I was wondering if there is some simple way to obtain the same tags provided by a Prodigy recipe through a custom pipeline component in Spacy? I'm guessing this is a process that happens under the hood in Prodigy.

For example, say I'd like to have a Spacy custom pipeline component that gave me the same initial tags that are given by, using one of your recipe examples,

prodigy coref.manual coref_movies en_core_web_sm ./plot_summaries.jsonl --label COREF

Thank you

Hi! I'm not 100% sure I understand the question correctly, do you have a more specific example? Do you want to train a pipeline component that assigns coreference relationships annotated in Prodigy?

Apologies if I wasn't clear! I'm trying to get the same exact tags through SpaCy Matcher to those provided by a prodigy recipe.

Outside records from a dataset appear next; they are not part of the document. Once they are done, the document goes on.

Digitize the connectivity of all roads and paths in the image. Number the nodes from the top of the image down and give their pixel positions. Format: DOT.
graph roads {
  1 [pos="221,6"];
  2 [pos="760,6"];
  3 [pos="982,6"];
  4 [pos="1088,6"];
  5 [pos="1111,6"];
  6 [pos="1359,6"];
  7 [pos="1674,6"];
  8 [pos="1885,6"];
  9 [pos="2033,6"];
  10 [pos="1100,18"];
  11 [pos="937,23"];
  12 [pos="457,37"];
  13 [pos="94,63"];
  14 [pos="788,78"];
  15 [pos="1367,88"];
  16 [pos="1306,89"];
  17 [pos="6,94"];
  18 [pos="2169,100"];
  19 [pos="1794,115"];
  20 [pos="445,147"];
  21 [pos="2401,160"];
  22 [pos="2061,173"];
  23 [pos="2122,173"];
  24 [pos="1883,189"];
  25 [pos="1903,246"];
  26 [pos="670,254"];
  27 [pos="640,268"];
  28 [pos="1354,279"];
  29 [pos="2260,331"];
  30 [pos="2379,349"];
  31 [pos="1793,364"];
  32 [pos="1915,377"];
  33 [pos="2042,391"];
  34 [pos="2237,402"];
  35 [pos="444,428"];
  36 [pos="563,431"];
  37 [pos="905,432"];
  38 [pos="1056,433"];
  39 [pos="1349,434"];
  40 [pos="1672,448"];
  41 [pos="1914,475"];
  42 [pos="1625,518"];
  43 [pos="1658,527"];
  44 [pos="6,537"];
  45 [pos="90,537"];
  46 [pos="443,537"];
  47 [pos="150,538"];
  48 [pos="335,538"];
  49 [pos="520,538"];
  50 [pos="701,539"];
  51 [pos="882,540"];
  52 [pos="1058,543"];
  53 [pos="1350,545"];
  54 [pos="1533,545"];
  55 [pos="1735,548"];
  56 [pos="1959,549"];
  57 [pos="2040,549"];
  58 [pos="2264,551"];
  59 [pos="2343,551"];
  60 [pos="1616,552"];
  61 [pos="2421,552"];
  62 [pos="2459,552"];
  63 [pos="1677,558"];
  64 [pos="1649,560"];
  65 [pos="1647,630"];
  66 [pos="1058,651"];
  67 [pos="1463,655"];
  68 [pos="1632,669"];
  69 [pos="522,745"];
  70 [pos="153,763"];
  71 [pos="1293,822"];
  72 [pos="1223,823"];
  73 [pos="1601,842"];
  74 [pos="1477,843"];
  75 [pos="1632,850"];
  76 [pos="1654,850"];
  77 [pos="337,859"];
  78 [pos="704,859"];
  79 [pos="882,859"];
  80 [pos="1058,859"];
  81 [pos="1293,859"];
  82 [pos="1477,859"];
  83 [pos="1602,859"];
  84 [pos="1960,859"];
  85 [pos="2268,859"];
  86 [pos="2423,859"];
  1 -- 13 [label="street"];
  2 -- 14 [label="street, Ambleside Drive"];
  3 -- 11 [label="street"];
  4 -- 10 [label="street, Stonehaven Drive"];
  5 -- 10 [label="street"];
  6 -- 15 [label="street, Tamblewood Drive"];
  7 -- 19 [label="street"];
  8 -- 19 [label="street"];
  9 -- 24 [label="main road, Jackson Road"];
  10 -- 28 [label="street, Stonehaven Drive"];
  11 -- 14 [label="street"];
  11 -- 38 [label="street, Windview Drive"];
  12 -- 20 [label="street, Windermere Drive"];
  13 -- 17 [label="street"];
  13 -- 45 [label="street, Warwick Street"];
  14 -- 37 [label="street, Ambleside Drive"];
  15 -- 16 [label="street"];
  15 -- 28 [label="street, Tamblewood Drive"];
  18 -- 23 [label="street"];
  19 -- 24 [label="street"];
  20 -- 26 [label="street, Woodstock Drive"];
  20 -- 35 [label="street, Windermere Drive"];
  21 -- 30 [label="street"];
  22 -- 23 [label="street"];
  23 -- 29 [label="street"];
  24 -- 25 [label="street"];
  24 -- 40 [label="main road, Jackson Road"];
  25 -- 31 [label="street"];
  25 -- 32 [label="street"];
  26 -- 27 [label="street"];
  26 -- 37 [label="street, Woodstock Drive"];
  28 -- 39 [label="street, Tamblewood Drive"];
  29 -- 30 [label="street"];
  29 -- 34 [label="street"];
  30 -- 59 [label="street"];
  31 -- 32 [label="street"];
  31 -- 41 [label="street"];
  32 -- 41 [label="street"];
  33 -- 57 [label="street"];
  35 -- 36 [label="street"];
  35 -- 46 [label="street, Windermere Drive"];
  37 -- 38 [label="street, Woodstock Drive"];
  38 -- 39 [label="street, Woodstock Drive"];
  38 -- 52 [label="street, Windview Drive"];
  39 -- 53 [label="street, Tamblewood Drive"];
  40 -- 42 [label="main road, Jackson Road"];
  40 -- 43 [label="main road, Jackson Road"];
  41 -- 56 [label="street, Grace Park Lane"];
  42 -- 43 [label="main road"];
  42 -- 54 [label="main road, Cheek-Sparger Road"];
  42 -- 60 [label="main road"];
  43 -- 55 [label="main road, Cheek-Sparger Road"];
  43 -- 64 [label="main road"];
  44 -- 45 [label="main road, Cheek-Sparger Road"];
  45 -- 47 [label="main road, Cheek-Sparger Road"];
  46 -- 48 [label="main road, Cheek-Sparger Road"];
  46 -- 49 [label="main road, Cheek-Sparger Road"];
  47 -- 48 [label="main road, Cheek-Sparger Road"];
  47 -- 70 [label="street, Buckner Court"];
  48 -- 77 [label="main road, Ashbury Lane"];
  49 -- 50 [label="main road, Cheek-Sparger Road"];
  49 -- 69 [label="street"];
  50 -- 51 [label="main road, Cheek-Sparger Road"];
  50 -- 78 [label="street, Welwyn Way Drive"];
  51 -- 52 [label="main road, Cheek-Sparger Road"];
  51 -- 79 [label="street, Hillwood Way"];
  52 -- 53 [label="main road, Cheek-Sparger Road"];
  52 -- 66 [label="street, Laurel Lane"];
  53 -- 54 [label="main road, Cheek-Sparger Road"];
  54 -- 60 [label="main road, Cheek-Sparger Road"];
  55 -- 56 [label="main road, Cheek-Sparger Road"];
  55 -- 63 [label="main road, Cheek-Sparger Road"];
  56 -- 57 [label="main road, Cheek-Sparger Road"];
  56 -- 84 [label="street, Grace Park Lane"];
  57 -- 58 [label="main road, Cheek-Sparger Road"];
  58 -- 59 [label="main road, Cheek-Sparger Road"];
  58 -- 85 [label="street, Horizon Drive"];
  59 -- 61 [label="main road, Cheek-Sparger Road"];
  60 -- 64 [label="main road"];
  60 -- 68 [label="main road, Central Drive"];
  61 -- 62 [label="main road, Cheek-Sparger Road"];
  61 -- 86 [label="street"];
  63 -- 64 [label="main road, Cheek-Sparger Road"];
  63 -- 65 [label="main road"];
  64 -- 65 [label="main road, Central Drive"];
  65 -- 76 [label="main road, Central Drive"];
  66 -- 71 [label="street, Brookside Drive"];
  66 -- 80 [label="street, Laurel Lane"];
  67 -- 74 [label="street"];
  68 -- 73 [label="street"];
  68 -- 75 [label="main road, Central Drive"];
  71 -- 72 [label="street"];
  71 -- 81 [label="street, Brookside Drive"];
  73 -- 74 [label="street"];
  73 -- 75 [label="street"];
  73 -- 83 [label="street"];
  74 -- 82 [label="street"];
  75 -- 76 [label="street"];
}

For example, in SpaCy I'm doing:

 nlp = spacy.load("en_core_web_lg")
 matcher = Matcher(nlp.vocab)
 pattern_np = [
             {"POS": "DET", "TAG": {"NOT_IN": ["PRP$"]}, "OP": "?"},
             {"POS": "ADJ", "OP": "*"},
             {
                 "POS": {"IN": ["PROPN", "NOUN"]},
                 "OP": "+",
                 "ENT_TYPE": {"NOT_IN": ["PERSON", "ORG"]},
             },
         ]
 pattern_prn = [{'POS':'PRON'}]
 
 matcher.add("NP", [pattern_np])
 matcher.add('PRN', [pattern_prn])

I copied the NP pattern from the recipes/coref.py file as suggested in another post.

Now for example:

 doc = nlp("Eddie fought the wild rabid wolves with Pickles the husky. He was a good boy.")
 
 matches = matcher(doc)
 for match_id, start, end in matches:
     string_id = nlp.vocab.strings[match_id]  # Get string representation
     span = doc[start:end]  # The matched span
     print(string_id, start, end, span.text)
 
 for ent in doc.ents:
   start = doc.ents[0].start
   end = doc.ents[0].end
   span = doc[start:end]
   print('ENT({})'.format(doc.ents[0].label_), start, end, ent)

Which gives me as output:

 NP 2 6 the wild rabid wolves
 NP 3 6 wild rabid wolves
 NP 4 6 rabid wolves
 NP 5 6 wolves
 NP 7 8 Pickles
 PRN 11 12 He
 NP 13 16 a good boy
 NP 14 16 good boy
 NP 15 16 boy
 ENT(PERSON) 0 1 Eddie

In here I notice that if there are nested NP spans, the NP that Prodigy gives me is the longest NP span (eg. the wild rabid wolves). Also, I might be missing some POS patterns that are not explicit in coref.py.

Ideally I'd like to have the exact Match patterns to those of a recipe like:

prodigy coref.manual coref_movies en_core_web_lg ./plot_summaries.jsonl --label COREF`

Which gives me:

So I was just wondering if there's some functionality to obtain the Matcher used in a recipe.

Ahhh okay, thanks for the clarification! :+1:

The pattern defined in coref.py is the only pattern used by the workflow. By default, the recipe also includes named entities (so everything in the doc.ents) and optionally, noun chunks (everything in doc.noun_chunks).

The filter_spans helper lets you filter a list of spans to only keep the (first) longest matches. This is also what Prodigy uses under the hood. Together, this should give you the same results as the coref recipe suggestion :slightly_smiling_face:

1 Like

Great, thank you!